Selepas mereka pergi untuk selama-lamanya berbagai perubahan yang terjadi, aku menjadi seorang dewasa sebelum waktunya, seorang pemimpi masa depan, dengan semua langkah “future oriented” dan aku yakin belum masanya difikirkan oleh teman-teman seumuran aku. Aku harus berfikir dan terus berfikir kalau harus bertahan tanpa belaian mereka (orang tuaku), aku harus bekerja dan bekerja untuk tetap sejajar dengan mereka(teman-teman dan lingkunganku). Berbagai profesi telah menjadi warna perjalananku, menjadi petani, cleaning service sebuah kantor, bekerja bangunan, berjualan dikaki lima, kerja sebagai penjaga warnet dan menjadi joki beasiswa selagi mahasiswa pernah kulakoni untuk menebus semua impian yang pernah menjadi mimpi dimasa lalu. Aku menjadi terlambat untuk mengenal duniaku, dunia remajaku, dimana duniaku untuk bersenang-senang dengan fasilitas orang tuaku, aku tidak merasakannya.

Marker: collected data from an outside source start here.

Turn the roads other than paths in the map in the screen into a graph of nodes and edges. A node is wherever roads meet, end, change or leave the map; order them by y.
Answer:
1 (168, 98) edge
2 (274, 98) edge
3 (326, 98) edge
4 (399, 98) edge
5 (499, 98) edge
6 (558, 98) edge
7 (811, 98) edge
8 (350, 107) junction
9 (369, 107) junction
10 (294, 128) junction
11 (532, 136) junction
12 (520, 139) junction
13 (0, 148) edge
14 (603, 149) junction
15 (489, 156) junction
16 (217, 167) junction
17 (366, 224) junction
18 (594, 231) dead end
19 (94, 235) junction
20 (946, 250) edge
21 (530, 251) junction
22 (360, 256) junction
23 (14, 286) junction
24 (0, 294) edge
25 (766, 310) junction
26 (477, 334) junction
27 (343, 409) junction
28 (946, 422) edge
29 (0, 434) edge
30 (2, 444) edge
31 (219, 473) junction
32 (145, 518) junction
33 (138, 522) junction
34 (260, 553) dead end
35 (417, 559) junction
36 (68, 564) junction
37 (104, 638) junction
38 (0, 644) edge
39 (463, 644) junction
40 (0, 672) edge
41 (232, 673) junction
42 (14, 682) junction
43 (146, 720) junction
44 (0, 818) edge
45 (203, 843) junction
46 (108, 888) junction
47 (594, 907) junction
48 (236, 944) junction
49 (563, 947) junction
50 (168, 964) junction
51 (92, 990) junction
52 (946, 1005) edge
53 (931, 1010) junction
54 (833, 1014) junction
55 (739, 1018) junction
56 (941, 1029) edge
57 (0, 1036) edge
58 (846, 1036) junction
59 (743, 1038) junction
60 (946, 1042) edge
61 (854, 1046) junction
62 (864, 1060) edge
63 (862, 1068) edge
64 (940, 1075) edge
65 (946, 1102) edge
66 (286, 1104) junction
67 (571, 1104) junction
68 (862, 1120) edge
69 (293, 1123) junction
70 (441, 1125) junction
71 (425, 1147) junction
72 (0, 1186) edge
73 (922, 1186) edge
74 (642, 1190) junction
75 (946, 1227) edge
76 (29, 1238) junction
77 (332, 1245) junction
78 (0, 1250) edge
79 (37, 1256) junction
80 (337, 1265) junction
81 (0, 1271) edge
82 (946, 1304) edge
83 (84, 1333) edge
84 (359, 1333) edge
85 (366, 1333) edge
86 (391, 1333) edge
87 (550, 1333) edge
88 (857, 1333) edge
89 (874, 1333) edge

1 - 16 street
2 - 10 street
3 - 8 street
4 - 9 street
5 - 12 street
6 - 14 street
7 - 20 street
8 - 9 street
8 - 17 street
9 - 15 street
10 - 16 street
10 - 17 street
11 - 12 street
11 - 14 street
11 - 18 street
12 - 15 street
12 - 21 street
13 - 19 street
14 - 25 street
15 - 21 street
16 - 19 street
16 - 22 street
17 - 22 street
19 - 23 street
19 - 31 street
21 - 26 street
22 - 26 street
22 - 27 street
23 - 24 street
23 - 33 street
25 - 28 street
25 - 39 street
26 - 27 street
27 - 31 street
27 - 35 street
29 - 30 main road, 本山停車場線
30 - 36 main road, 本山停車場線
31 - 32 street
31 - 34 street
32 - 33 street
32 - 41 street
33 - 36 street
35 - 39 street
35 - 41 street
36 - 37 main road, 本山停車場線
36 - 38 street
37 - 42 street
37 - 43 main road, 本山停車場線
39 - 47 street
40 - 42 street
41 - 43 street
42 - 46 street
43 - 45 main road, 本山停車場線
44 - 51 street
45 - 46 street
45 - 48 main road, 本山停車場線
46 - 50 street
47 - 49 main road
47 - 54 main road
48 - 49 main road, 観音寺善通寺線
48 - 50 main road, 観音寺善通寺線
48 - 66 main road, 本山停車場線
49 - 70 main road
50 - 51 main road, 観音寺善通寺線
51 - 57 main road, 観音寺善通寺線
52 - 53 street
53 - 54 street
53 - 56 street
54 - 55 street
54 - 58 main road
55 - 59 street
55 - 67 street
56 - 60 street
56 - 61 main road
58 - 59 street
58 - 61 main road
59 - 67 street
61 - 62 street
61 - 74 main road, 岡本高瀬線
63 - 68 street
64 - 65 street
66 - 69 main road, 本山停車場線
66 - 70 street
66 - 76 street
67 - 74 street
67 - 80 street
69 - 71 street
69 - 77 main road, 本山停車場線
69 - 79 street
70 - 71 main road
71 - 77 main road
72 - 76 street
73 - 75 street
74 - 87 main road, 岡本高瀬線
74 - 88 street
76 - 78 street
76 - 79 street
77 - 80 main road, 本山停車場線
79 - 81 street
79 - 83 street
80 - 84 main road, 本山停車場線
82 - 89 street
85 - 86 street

Perjalanan cinta kumulai sejak 1 sma, dan berakhir disemester 6, namun apa yang kuperoleh, semuanya hanyalah berdasar nafsu belaka, yang kuperlukan dari mereka (pacar-pacarku) hanyalah sebagai pemuas nafsu belaka, tidak ada cinta yang murni timbul dalam hati ini, mereka hanya butuh dipuaskan dengan hasrat-hasrat kelakianku, dan memang mereka hanyalah sebagi target untuk dipamerkan kepada semua teman-temanku untuk mengejar sebuah nama sebagai orang yang punya kemampuan untuk menggaet seorang “cewek” dan itu semua kujalani dengan mulus dan lancar.

Sekarang aku mulai merasakan perlunya seorang wanita yang akan mendampingi hari -hariku, menyemaikan benih cinta dalam rahimnya dan mengikuti perputaran alam dengan alami.